TASK ITEM: Only the number is wanted: state how many lines of the data below contain the word "double".

LISTED RECORDS:
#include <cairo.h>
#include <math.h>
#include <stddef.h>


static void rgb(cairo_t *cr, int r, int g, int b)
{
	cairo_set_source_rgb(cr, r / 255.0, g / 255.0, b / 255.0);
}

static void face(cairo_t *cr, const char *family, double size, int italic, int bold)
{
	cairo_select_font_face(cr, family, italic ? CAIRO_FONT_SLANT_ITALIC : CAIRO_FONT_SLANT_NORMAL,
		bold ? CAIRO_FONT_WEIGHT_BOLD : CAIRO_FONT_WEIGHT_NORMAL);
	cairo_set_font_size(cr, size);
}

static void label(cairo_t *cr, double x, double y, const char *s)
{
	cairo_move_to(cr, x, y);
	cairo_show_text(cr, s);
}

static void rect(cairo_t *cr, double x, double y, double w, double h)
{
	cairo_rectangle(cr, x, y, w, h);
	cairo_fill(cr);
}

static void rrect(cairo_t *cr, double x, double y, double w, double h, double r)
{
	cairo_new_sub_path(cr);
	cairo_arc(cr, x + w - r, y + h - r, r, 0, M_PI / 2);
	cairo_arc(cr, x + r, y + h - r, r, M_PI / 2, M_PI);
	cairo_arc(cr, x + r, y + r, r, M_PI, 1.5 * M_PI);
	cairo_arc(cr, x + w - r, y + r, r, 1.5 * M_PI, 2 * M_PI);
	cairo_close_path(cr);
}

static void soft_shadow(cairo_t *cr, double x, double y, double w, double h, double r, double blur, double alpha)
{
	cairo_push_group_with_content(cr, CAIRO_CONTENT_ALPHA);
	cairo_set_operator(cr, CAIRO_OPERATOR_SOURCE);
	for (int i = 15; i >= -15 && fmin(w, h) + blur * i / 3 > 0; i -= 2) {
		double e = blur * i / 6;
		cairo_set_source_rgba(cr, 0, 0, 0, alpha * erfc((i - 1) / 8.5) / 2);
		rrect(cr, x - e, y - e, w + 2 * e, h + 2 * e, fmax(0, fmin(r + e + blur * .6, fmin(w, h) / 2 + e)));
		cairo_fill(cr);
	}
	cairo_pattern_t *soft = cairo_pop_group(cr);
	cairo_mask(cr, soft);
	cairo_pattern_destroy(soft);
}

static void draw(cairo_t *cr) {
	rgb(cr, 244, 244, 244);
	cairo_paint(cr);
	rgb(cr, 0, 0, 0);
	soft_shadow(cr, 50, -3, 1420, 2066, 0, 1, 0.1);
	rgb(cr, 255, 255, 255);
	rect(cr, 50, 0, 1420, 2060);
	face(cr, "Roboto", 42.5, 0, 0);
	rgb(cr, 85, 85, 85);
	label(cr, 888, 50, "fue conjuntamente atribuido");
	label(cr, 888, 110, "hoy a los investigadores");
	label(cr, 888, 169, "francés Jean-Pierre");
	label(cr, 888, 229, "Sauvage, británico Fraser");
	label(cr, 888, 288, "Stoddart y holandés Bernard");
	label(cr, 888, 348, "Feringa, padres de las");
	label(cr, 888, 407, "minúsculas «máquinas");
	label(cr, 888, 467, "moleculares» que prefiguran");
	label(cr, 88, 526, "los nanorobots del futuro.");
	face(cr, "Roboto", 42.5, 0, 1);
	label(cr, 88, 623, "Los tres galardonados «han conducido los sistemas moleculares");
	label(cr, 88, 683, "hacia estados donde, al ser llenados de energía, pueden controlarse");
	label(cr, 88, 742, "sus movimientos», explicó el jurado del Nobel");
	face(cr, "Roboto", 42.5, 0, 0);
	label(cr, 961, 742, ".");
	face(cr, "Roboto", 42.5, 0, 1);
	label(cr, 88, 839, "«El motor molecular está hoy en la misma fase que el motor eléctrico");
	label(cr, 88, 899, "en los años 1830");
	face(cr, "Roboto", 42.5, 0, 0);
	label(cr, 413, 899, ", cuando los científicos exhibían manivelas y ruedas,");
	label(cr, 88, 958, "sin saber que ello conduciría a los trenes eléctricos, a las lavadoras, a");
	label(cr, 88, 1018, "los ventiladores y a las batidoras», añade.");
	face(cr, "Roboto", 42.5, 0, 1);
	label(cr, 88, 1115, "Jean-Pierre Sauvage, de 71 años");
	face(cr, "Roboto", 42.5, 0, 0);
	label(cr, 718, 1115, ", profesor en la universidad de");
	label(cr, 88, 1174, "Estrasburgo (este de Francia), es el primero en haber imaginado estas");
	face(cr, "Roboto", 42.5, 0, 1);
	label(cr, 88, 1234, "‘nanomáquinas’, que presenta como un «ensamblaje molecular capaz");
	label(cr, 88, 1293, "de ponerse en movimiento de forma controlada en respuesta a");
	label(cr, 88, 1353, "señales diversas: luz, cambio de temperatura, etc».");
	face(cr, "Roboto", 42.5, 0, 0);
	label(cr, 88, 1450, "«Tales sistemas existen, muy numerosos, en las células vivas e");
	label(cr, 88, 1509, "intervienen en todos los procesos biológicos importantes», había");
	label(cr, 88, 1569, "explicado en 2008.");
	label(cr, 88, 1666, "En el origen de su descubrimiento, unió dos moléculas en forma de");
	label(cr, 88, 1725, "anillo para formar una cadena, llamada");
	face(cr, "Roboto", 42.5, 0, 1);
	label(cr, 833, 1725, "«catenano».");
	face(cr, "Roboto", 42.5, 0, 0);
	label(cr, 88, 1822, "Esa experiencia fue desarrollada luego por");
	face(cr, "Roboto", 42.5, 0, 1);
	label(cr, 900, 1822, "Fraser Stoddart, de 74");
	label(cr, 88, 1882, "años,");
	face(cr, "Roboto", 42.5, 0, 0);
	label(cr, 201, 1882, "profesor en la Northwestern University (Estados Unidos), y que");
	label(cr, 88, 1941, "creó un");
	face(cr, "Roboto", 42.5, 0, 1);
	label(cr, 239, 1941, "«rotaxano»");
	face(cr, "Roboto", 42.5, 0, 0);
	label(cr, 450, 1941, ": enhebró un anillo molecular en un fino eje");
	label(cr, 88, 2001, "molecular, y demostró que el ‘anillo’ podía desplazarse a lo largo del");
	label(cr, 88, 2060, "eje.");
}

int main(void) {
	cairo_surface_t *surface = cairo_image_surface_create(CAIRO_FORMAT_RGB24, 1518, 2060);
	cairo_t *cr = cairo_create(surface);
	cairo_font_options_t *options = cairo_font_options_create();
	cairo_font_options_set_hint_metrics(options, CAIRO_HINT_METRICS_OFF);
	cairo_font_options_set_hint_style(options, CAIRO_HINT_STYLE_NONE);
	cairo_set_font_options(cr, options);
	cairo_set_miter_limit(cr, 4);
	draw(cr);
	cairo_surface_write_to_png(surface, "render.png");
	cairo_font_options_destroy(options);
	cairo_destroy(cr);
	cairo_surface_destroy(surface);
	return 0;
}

PROBLEM SOLUTION: 6